Goal of the exercise
Copy all lines of the listing that include the string "bridge".

Exercise data
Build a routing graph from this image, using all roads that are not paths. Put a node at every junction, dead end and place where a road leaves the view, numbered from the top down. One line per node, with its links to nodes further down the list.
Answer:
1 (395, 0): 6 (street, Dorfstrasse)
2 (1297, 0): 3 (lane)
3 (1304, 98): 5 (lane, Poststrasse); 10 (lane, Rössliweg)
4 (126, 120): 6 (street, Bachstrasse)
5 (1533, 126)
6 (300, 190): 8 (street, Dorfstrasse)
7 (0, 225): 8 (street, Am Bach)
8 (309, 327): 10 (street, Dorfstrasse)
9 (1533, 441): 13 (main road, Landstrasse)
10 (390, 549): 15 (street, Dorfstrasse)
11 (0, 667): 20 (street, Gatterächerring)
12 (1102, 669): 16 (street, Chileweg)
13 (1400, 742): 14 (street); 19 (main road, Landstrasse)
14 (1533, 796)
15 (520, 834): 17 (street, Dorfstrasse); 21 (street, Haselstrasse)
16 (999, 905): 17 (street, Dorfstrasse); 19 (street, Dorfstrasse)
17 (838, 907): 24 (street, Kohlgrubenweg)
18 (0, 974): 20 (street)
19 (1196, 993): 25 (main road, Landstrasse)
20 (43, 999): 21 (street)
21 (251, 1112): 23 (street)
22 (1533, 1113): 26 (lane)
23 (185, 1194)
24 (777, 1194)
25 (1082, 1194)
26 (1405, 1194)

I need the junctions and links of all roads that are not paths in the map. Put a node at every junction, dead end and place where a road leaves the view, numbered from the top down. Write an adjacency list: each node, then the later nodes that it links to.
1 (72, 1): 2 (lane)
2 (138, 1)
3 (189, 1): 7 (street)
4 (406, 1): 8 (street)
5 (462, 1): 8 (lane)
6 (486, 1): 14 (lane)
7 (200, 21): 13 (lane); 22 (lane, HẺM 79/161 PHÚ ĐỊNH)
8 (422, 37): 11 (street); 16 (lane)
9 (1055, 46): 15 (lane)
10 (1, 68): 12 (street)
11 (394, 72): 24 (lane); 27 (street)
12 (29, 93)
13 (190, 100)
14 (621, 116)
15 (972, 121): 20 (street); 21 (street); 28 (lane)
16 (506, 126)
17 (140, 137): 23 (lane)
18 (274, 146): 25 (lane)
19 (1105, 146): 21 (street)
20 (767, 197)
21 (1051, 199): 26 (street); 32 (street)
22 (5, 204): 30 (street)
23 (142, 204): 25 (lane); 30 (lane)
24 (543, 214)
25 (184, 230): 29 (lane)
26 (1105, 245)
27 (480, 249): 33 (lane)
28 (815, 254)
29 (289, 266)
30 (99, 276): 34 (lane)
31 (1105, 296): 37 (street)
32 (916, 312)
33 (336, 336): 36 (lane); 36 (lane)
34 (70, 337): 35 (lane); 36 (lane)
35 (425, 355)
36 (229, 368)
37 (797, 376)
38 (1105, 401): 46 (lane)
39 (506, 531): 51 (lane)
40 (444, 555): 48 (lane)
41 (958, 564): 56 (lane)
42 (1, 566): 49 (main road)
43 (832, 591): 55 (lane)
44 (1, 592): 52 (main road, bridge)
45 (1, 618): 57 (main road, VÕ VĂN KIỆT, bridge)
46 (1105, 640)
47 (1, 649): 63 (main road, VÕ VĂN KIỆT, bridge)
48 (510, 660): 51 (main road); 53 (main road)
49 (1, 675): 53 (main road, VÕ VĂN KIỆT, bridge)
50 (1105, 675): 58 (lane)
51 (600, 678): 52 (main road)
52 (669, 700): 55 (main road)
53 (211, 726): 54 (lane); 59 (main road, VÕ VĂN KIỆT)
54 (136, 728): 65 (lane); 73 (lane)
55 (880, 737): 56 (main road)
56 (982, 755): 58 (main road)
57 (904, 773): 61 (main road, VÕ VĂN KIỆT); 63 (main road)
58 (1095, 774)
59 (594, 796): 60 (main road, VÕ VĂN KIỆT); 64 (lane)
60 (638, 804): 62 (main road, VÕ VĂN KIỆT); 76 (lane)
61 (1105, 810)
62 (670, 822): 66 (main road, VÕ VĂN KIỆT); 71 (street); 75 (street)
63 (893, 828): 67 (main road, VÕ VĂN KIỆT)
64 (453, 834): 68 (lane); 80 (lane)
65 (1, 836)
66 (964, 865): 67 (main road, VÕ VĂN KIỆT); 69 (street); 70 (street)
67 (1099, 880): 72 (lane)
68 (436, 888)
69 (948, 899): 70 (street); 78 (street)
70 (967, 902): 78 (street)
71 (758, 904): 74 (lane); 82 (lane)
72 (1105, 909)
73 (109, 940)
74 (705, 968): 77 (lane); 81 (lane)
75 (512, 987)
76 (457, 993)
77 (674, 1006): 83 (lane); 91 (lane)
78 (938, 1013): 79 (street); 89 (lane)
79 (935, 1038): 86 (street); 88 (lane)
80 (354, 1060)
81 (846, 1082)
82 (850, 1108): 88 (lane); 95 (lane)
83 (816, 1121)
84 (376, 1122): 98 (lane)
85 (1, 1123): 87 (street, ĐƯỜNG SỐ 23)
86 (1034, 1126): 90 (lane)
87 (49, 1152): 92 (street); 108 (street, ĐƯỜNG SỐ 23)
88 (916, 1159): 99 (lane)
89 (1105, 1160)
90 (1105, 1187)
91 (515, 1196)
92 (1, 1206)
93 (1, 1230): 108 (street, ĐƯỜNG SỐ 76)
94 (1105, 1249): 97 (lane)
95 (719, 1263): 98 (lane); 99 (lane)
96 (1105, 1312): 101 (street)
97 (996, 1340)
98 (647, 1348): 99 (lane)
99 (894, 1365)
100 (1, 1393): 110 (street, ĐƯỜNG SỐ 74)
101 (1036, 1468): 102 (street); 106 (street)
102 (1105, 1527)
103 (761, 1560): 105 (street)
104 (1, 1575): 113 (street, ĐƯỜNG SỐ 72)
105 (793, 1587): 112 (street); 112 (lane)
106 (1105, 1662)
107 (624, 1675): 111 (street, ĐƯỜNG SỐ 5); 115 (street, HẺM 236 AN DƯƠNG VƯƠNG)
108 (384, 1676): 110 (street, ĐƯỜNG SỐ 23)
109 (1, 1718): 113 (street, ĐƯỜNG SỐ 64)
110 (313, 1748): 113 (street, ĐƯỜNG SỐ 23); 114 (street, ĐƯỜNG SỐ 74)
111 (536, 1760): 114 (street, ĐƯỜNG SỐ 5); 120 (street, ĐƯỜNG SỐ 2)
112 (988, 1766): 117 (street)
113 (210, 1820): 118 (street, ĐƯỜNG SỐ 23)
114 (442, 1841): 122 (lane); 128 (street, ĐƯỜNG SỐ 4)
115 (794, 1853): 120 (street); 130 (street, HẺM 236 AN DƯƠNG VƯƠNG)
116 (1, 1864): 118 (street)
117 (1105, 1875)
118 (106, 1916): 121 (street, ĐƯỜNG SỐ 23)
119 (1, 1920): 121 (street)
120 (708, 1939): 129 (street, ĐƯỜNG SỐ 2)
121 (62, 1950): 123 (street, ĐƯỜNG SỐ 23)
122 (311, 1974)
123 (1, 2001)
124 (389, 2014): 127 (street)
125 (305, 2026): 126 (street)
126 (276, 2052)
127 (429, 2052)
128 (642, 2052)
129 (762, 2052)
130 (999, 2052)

Response for this exercise
44 (1, 592): 52 (main road, bridge)
45 (1, 618): 57 (main road, VÕ VĂN KIỆT, bridge)
47 (1, 649): 63 (main road, VÕ VĂN KIỆT, bridge)
49 (1, 675): 53 (main road, VÕ VĂN KIỆT, bridge)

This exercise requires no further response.